Collected data:
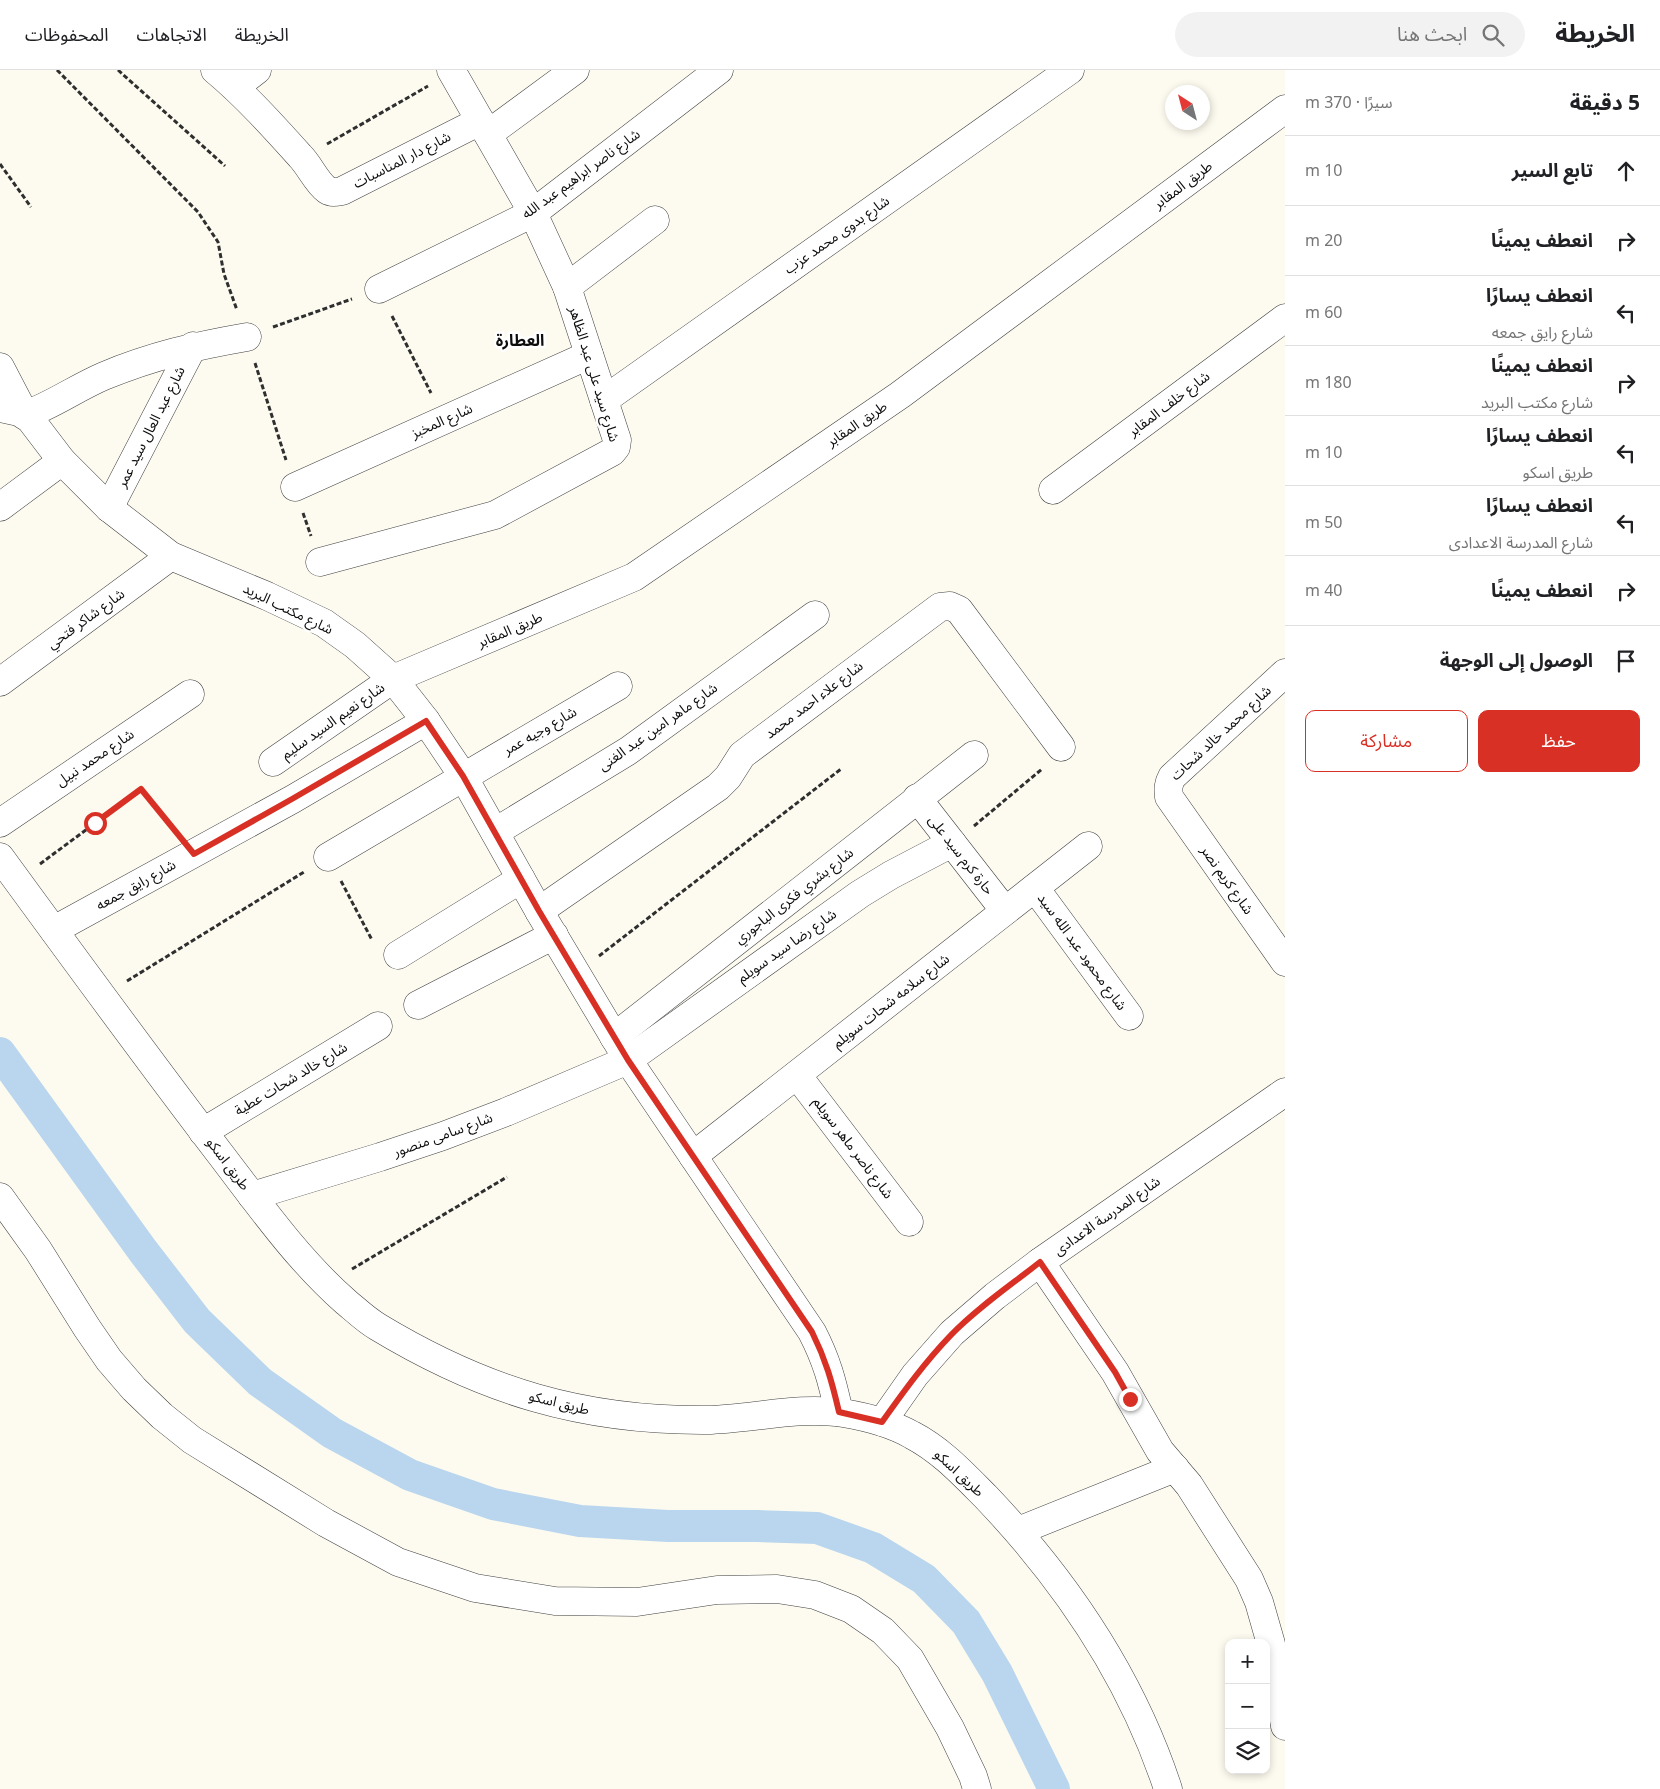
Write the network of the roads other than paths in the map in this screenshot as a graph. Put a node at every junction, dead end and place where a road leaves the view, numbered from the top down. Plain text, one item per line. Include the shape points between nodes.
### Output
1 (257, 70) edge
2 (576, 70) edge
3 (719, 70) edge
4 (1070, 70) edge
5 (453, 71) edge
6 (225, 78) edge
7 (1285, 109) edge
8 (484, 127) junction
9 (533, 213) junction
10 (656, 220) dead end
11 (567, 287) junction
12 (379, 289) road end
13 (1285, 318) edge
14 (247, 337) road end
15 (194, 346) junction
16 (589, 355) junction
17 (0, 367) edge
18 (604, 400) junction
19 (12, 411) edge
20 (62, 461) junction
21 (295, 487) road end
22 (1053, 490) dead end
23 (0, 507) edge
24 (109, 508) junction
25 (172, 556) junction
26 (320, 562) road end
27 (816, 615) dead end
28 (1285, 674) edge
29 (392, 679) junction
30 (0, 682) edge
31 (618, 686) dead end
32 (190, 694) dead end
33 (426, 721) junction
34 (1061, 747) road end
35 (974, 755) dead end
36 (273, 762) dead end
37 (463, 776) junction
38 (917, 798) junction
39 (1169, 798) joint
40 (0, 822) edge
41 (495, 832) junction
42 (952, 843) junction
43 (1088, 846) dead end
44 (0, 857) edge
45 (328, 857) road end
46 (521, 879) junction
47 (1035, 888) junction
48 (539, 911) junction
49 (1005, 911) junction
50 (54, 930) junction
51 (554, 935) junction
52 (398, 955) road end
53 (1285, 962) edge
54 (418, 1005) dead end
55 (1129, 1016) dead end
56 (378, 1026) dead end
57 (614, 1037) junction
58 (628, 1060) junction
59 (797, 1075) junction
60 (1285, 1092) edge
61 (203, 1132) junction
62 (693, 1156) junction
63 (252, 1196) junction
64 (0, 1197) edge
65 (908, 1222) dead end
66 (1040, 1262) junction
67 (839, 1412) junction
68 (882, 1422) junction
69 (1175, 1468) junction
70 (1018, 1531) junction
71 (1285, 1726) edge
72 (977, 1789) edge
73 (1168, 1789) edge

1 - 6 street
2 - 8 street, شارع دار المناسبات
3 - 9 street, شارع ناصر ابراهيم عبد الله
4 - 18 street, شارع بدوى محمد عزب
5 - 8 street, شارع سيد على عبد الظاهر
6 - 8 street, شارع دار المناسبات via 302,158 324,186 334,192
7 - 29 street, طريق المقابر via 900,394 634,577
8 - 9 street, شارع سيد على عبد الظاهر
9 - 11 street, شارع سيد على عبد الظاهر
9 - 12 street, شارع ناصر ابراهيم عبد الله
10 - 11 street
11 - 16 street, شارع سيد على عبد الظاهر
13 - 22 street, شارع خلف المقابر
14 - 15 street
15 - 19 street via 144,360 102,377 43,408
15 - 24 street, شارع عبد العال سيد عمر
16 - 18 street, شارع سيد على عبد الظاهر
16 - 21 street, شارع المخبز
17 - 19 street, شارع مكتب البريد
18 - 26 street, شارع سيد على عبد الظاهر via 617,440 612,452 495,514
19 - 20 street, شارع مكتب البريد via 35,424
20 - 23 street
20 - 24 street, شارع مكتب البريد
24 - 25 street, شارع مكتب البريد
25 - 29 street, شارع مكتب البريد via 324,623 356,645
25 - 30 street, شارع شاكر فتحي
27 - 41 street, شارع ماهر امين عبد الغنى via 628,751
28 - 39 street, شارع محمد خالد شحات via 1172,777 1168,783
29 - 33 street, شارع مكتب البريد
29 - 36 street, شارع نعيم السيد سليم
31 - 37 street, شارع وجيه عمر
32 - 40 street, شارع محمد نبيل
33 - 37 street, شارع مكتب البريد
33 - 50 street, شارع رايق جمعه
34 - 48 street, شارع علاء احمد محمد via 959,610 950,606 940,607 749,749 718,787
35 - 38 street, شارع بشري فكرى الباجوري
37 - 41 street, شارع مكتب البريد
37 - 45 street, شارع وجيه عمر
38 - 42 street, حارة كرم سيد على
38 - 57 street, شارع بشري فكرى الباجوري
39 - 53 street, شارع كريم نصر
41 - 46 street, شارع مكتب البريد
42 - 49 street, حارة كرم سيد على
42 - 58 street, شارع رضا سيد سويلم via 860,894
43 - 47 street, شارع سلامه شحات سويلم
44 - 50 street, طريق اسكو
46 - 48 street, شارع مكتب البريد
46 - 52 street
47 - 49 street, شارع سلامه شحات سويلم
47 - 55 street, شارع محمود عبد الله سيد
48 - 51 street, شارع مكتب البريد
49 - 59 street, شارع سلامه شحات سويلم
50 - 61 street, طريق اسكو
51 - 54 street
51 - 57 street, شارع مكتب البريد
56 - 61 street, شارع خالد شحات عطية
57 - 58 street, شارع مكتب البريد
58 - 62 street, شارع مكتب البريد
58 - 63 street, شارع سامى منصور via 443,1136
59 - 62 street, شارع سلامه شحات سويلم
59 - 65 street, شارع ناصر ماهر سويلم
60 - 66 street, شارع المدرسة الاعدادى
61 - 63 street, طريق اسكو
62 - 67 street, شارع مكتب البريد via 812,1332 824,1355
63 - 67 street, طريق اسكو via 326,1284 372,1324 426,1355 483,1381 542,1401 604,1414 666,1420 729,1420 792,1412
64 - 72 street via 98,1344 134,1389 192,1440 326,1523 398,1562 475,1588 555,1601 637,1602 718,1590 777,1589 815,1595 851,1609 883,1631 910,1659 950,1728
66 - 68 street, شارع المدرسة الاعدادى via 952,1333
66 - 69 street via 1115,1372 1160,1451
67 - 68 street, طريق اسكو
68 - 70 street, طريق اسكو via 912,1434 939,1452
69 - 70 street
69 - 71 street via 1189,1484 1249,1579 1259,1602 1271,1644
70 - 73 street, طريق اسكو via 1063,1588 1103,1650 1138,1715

==

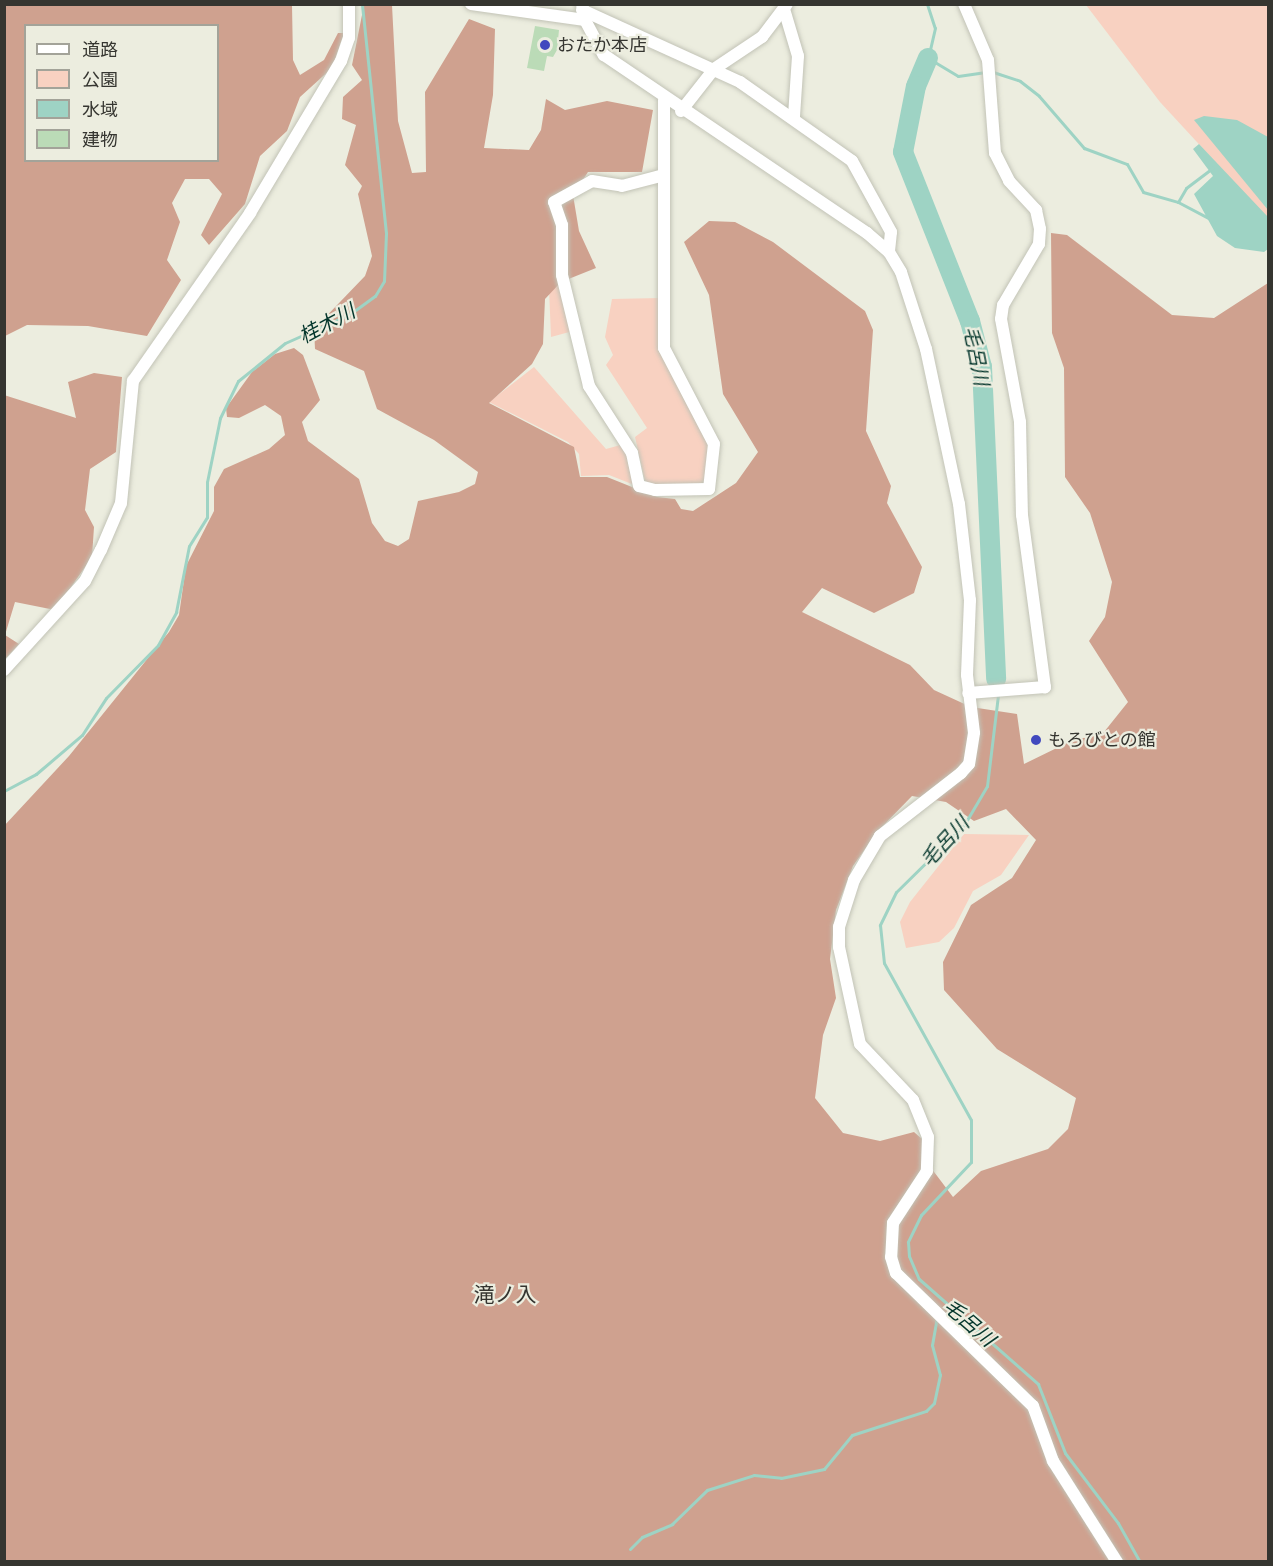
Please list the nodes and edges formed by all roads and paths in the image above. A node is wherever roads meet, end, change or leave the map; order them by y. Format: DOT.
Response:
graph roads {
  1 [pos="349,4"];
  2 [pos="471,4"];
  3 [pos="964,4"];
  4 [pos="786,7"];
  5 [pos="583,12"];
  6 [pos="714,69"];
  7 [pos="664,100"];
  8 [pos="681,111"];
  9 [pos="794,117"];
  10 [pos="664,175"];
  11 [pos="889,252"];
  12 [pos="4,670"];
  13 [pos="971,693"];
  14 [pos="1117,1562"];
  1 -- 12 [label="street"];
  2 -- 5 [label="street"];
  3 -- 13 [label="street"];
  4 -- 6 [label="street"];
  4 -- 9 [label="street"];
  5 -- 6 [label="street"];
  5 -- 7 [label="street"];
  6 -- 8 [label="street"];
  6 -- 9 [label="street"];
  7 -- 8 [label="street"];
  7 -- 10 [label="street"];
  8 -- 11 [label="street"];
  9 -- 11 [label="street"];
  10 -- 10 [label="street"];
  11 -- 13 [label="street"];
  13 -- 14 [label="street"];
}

**What you need to do**. Look at the entries above. Say how many lines have the word "node", and give only the number.

**Task output**. 2